--- AVAILABLE RECORDS ---

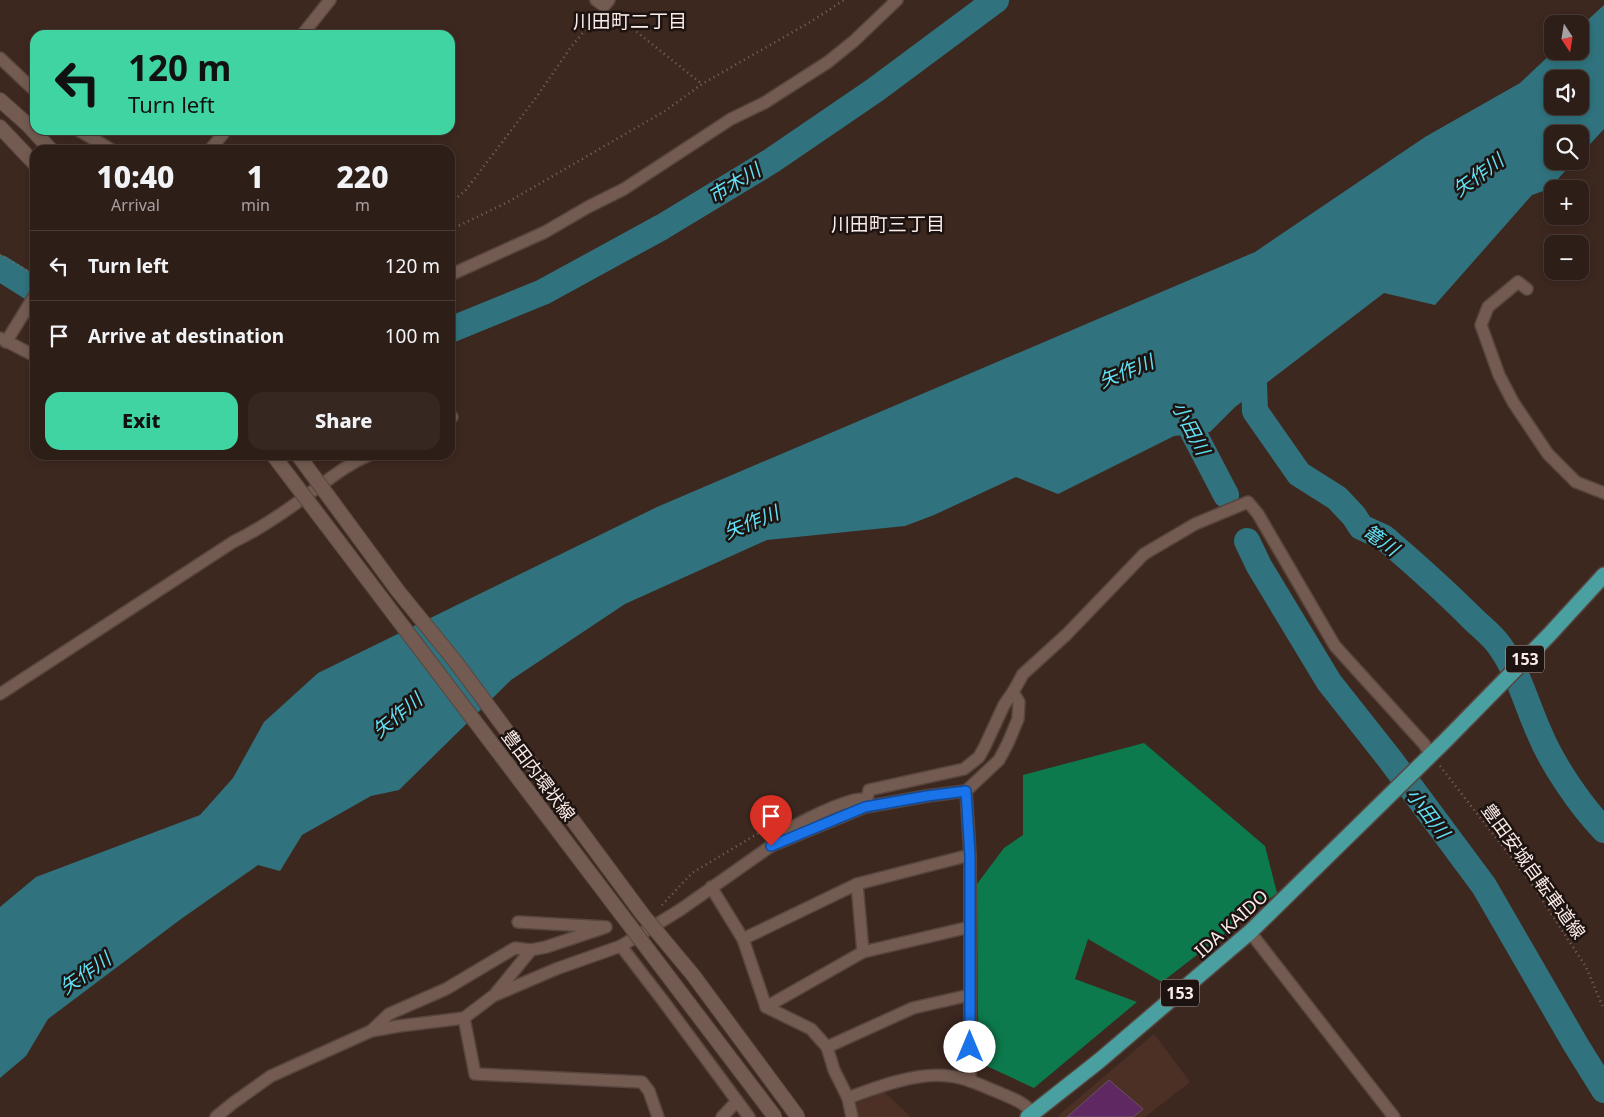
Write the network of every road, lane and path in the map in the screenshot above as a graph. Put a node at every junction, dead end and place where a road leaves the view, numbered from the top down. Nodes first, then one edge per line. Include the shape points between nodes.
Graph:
1 (330, 0) edge
2 (844, 0) edge
3 (898, 0) edge
4 (603, 2) edge
5 (306, 30) edge
6 (0, 58) edge
7 (702, 84) junction
8 (30, 86) edge
9 (0, 100) edge
10 (0, 127) edge
11 (30, 127) edge
12 (37, 135) edge
13 (86, 135) edge
14 (222, 135) edge
15 (46, 145) edge
16 (104, 145) edge
17 (214, 145) edge
18 (30, 159) edge
19 (455, 199) edge
20 (455, 228) edge
21 (0, 255) edge
22 (30, 272) edge
23 (455, 273) edge
24 (1527, 289) dead end
25 (30, 302) edge
26 (3, 340) edge
27 (30, 354) edge
28 (277, 460) edge
29 (302, 460) edge
30 (348, 460) edge
31 (1604, 493) edge
32 (1604, 575) edge
33 (1013, 692) junction
34 (0, 694) edge
35 (1431, 755) junction
36 (966, 791) junction
37 (779, 821) dead end
38 (771, 846) junction
39 (970, 856) junction
40 (857, 884) junction
41 (711, 887) junction
42 (655, 908) dead end
43 (518, 922) dead end
44 (970, 926) junction
45 (1250, 932) junction
46 (742, 939) junction
47 (621, 946) junction
48 (531, 950) junction
49 (863, 952) junction
50 (970, 995) junction
51 (493, 996) junction
52 (766, 1007) junction
53 (1604, 1010) edge
54 (464, 1018) junction
55 (371, 1031) junction
56 (827, 1047) junction
57 (970, 1081) junction
58 (848, 1098) junction
59 (737, 1101) junction
60 (1031, 1116) edge
61 (216, 1117) edge
62 (658, 1117) edge
63 (722, 1117) edge
64 (749, 1117) edge
65 (775, 1117) edge
66 (798, 1117) edge
67 (852, 1117) edge
68 (1394, 1117) edge

1 - 5 street
2 - 7 path
3 - 23 street via 828,62 764,103 731,119 624,189 545,232
4 - 7 path
4 - 19 path via 535,99 465,191
6 - 8 street
7 - 20 path via 665,111 508,202
9 - 11 street
10 - 18 street
12 - 15 street
13 - 16 street
14 - 17 street
21 - 22 path
24 - 31 street via 1518,282 1488,307 1481,325 1499,375 1548,454 1576,482
25 - 26 street
26 - 27 street
28 - 65 street, 豊田内環状線, bridge
29 - 66 street, 豊田内環状線, bridge
30 - 34 street via 277,517 233,542
32 - 35 highway, IDA KAIDO / 153
33 - 35 street via 1023,674 1066,635 1144,554 1195,524 1248,502 1335,646
33 - 36 street via 1019,702 1018,719 1008,743 999,760
33 - 38 street via 979,757 964,769 869,790 867,799 852,801 803,821 778,836
35 - 45 highway, IDA KAIDO / 153
35 - 53 path, 豊田安城自転車道線 via 1531,883 1586,967
36 - 38 street via 865,807
36 - 39 street
37 - 42 path via 692,873 663,905
38 - 41 street
39 - 40 street
39 - 44 street
40 - 46 street
40 - 49 street
41 - 46 street
41 - 47 street
43 - 48 street via 606,927
44 - 49 street
44 - 50 street
45 - 60 highway, IDA KAIDO / 153
45 - 68 street
46 - 52 street
47 - 51 street
47 - 59 street
48 - 51 street
48 - 55 street via 515,948 446,989 389,1014
49 - 52 street
50 - 56 street via 913,1008
50 - 57 street
51 - 54 street
52 - 56 street via 811,1029
54 - 55 street
54 - 62 street via 476,1074 642,1082 650,1091
55 - 61 street via 271,1076
56 - 58 street
57 - 58 street via 931,1076 887,1084
57 - 60 street via 1017,1100
58 - 67 street
59 - 63 street
59 - 64 street

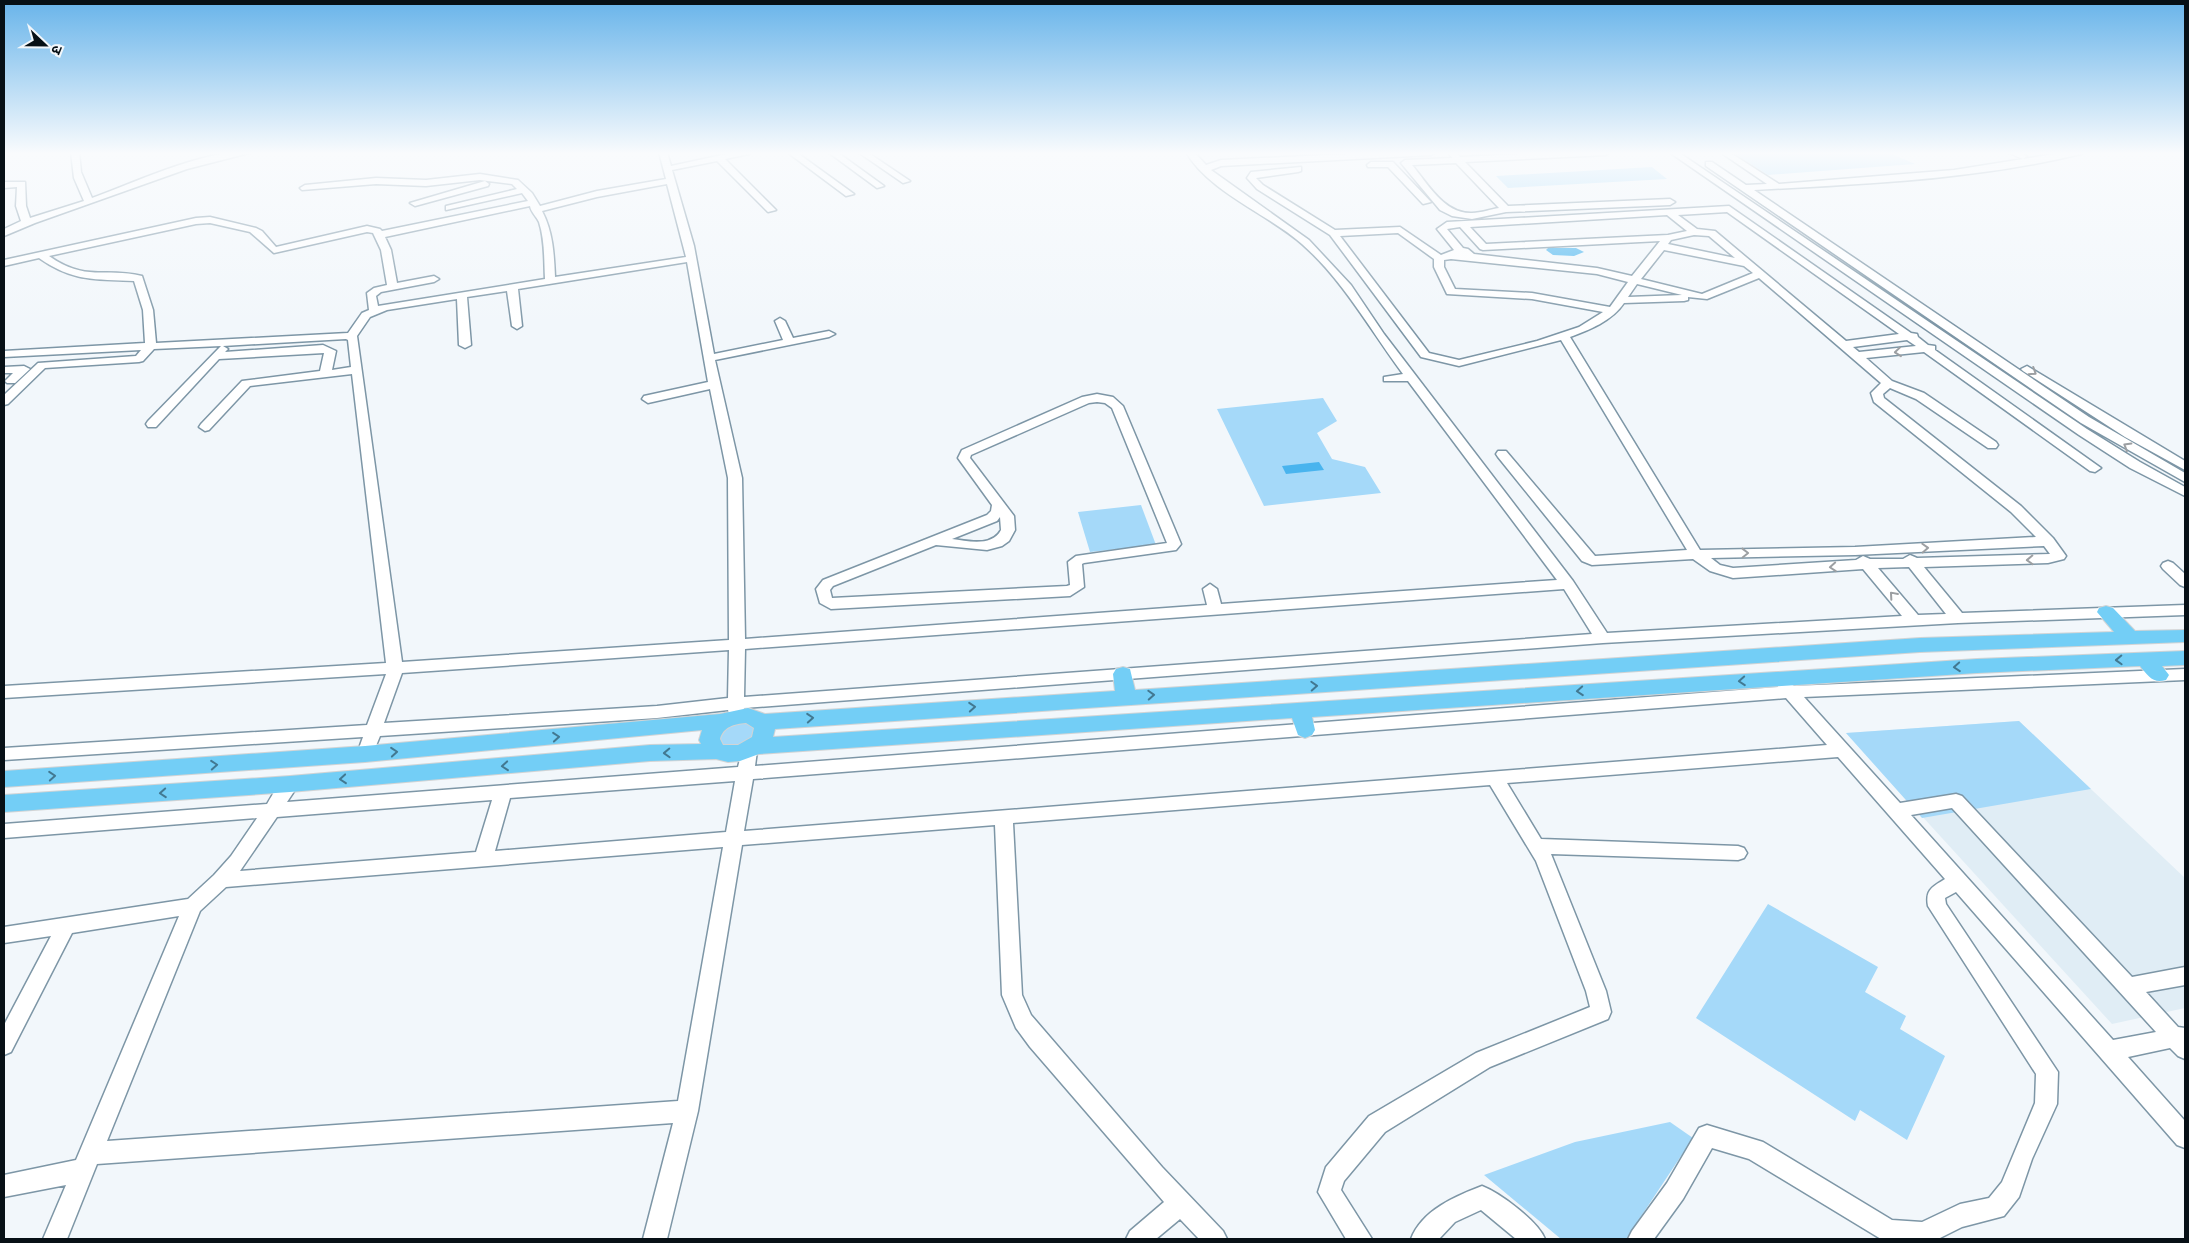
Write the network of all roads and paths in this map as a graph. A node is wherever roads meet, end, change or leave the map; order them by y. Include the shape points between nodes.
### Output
1 (22, 210) edge
2 (62, 210) edge
3 (451, 210) edge
4 (512, 210) edge
5 (536, 210) edge
6 (678, 210) edge
7 (1261, 210) edge
8 (1297, 210) edge
9 (1433, 210) edge
10 (1447, 210) edge
11 (1501, 210) edge
12 (1709, 210) edge
13 (1730, 210) edge
14 (1773, 210) edge
15 (1776, 210) edge
16 (1778, 210) edge
17 (1669, 212) junction
18 (460, 217) junction
19 (26, 221) junction
20 (1462, 224) junction
21 (1447, 225) junction
22 (1694, 232) junction
23 (4, 233) edge
24 (1333, 233) junction
25 (379, 235) junction
26 (1664, 242) junction
27 (40, 254) junction
28 (1456, 254) junction
29 (1439, 258) junction
30 (690, 259) junction
31 (4, 263) edge
32 (1748, 263) junction
33 (1761, 274) junction
34 (434, 279) dead end
35 (550, 280) junction
36 (1634, 280) junction
37 (392, 286) junction
38 (512, 286) junction
39 (462, 295) junction
40 (1703, 297) junction
41 (1620, 300) junction
42 (374, 310) junction
43 (1612, 311) junction
44 (780, 321) dead end
45 (517, 326) dead end
46 (1936, 333) junction
47 (829, 334) dead end
48 (1564, 335) junction
49 (351, 337) junction
50 (1910, 337) junction
51 (228, 342) junction
52 (789, 342) junction
53 (465, 345) dead end
54 (1842, 345) junction
55 (1956, 345) junction
56 (151, 346) junction
57 (1926, 349) junction
58 (4, 354) edge
59 (217, 356) junction
60 (1856, 356) junction
61 (709, 358) junction
62 (4, 370) edge
63 (357, 370) junction
64 (325, 374) junction
65 (1411, 377) junction
66 (1388, 379) dead end
67 (1888, 383) junction
68 (715, 384) junction
69 (4, 388) edge
70 (648, 399) dead end
71 (4, 401) edge
72 (152, 424) dead end
73 (205, 427) dead end
74 (1992, 445) dead end
75 (1502, 454) dead end
76 (2153, 461) junction
77 (2135, 465) junction
78 (2185, 466) edge
79 (2095, 468) dead end
80 (2185, 478) edge
81 (2185, 492) edge
82 (999, 505) junction
83 (933, 541) junction
84 (2048, 541) junction
85 (1902, 550) junction
86 (1855, 551) junction
87 (1696, 554) junction
88 (1913, 563) junction
89 (1866, 564) junction
90 (2168, 566) dead end
91 (2185, 582) edge
92 (1568, 584) junction
93 (1210, 589) dead end
94 (1070, 592) junction
95 (1215, 609) junction
96 (2185, 610) edge
97 (2106, 612) junction
98 (1958, 618) junction
99 (1075, 619) junction
100 (1914, 620) junction
101 (2185, 636) edge
102 (1603, 638) junction
103 (2130, 638) junction
104 (737, 646) junction
105 (2185, 658) edge
106 (2145, 659) junction
107 (395, 670) junction
108 (1124, 674) junction
109 (2185, 674) edge
110 (2159, 675) junction
111 (1784, 685) junction
112 (4, 692) edge
113 (1126, 697) junction
114 (1300, 709) junction
115 (731, 713) junction
116 (761, 722) junction
117 (374, 729) junction
118 (1305, 730) junction
119 (753, 748) junction
120 (1841, 750) junction
121 (716, 751) junction
122 (4, 754) edge
123 (366, 754) junction
124 (745, 774) junction
125 (1495, 778) junction
126 (4, 779) edge
127 (290, 784) junction
128 (503, 793) junction
129 (4, 804) edge
130 (273, 809) junction
131 (1896, 811) junction
132 (1004, 817) junction
133 (4, 831) edge
134 (734, 839) junction
135 (1536, 846) junction
136 (1738, 853) dead end
137 (483, 859) junction
138 (221, 880) junction
139 (1958, 881) junction
140 (193, 906) junction
141 (67, 924) junction
142 (4, 935) edge
143 (2185, 976) edge
144 (2128, 988) junction
145 (2182, 1041) edge
146 (4, 1045) edge
147 (2109, 1051) junction
148 (687, 1111) junction
149 (2185, 1137) edge
150 (87, 1162) junction
151 (4, 1186) edge
152 (1181, 1203) junction
153 (55, 1239) edge
154 (655, 1239) edge
155 (1138, 1239) edge
156 (1215, 1239) edge
157 (1360, 1239) edge
158 (1423, 1239) edge
159 (1533, 1239) edge
160 (1640, 1239) edge

1 - 19 street
2 - 19 street
3 - 18 street
4 - 18 street
5 - 35 street via 544,223
6 - 30 street
7 - 65 street via 1306,242 1347,287
8 - 24 street
9 - 21 street
10 - 11 street via 1472,216
12 - 17 street
13 - 50 street
14 - 46 street
76 -> 15 street via 2085,420
16 -> 78 street via 2129,434
17 - 20 street
17 - 22 street
18 - 25 street
19 - 23 street
20 - 21 street
20 - 26 street via 1483,247
21 - 28 street via 1442,229
22 - 26 street
22 - 32 street via 1712,233
24 - 29 street via 1400,230
24 - 48 street via 1425,355 1460,363
25 - 27 street via 377,231 367,229 274,250 253,230 205,220
25 - 37 street via 386,250
26 - 32 street
26 - 36 street
27 - 31 street
27 - 56 street via 77,275 138,278 148,310
28 - 29 street
28 - 36 street via 1463,259 1554,264
29 - 43 street via 1439,267 1451,292 1513,292 1571,300
30 - 35 street
30 - 61 street
32 - 33 street
33 - 40 street
33 - 54 street
34 - 37 street
35 - 38 street
36 - 40 street
36 - 41 street
37 - 42 street via 373,292
38 - 39 street
38 - 45 street
39 - 42 street
39 - 53 street
40 - 41 street
41 - 43 street
42 - 49 street via 366,315
43 - 48 street via 1583,329
44 - 52 street
46 - 50 street
46 - 55 street
47 - 52 street
48 - 87 street
49 - 51 street
49 - 63 street
50 - 54 street
50 - 57 street
51 - 56 street
51 - 59 street
52 - 61 street
54 - 60 street
55 - 57 street
55 - 77 street
56 - 58 street
56 - 71 street via 139,360 42,365
57 -> 60 street
57 - 79 street
59 - 64 street via 323,348 330,351
59 - 72 street
60 - 67 street
61 - 68 street
62 - 69 street via 24,369
63 - 64 street
63 - 107 street
64 - 73 street via 246,383
65 - 66 street
65 - 92 street
67 - 74 street via 1920,396
67 - 84 street via 1877,393 1878,399 2016,509
68 - 70 street
68 - 104 street via 735,478
75 - 87 street via 1590,560
76 - 77 street
76 - 80 street
77 - 81 street
82 - 83 street via 992,518
82 - 83 street via 1010,524 1007,535 996,544 984,546
82 - 94 street via 964,458 966,453 1086,400 1109,400 1116,406 1174,544 1081,559 1075,562 1076,587
83 - 94 street via 828,583 823,589 825,600 831,604
85 -> 84 street
84 -> 88 street via 2059,556
85 - 86 street
85 - 88 street
87 -> 86 street
86 - 89 street
89 -> 87 street via 1733,573 1715,568
88 - 89 street
88 - 98 street
100 -> 89 street
90 - 91 street
92 - 95 street
92 - 102 street
93 - 95 street
94 - 99 street
95 - 99 street
96 - 97 street
97 - 98 street
97 - 103 main road
98 - 100 street
99 - 104 street
100 - 102 street
101 - 103 main road
102 - 108 street
113 -> 103 main road via 1920,645
104 - 107 street
104 - 115 street
105 - 106 main road
106 - 110 main road
106 -> 111 main road via 1977,666
107 - 112 street
107 - 117 street
108 - 113 main road
108 - 115 street
109 - 110 street
110 - 111 street
111 -> 114 main road
111 - 118 street
111 - 120 street
116 -> 113 main road
114 - 118 main road
114 - 119 main road
115 - 116 main road via 748,715
115 - 117 street via 657,712
115 - 121 main road via 710,734 709,740
123 -> 115 main road
116 - 119 main road via 764,733
117 - 122 street
117 - 123 street
118 - 124 street
119 - 121 main road via 731,755
119 - 124 street
120 - 125 street
120 - 131 street
121 -> 127 main road via 650,753
126 -> 123 main road
124 - 128 street
124 - 134 street
125 - 132 street
125 - 135 street
127 -> 129 main road
127 - 130 street
128 - 130 street
128 - 137 street
130 - 133 street
130 - 138 street
131 - 139 street
131 - 144 street via 1956,801
132 - 134 street
132 - 152 street via 1012,995 1023,1021
134 - 137 street
134 - 148 street
135 - 136 street
135 - 157 street via 1596,991 1601,1012 1483,1060 1377,1124 1334,1175 1329,1192
137 - 138 street
138 - 140 street
139 - 147 street
139 - 160 street via 1935,895 1937,906 2047,1072 2046,1104 2011,1189 1996,1208 1960,1216 1923,1234 1889,1232 1755,1150 1706,1136 1675,1191
140 - 141 street
140 - 150 street
141 - 142 street
141 - 146 street
143 - 144 street
144 - 145 street
145 - 147 street
147 - 149 street
148 - 150 street
148 - 154 street
150 - 151 street
150 - 153 street
152 - 155 street
152 - 156 street
158 - 159 street via 1447,1214 1482,1197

--- AIM OF THE TASK ---
Your answer should be each line from the preceding material in which the word "Include" occurs.

--- SOLVED PROBLEM ---
Write the network of every road, lane and path in the map in the screenshot above as a graph. Put a node at every junction, dead end and place where a road leaves the view, numbered from the top down. Nodes first, then one edge per line. Include the shape points between nodes.
Write the network of all roads and paths in this map as a graph. A node is wherever roads meet, end, change or leave the map; order them by y. Include the shape points between nodes.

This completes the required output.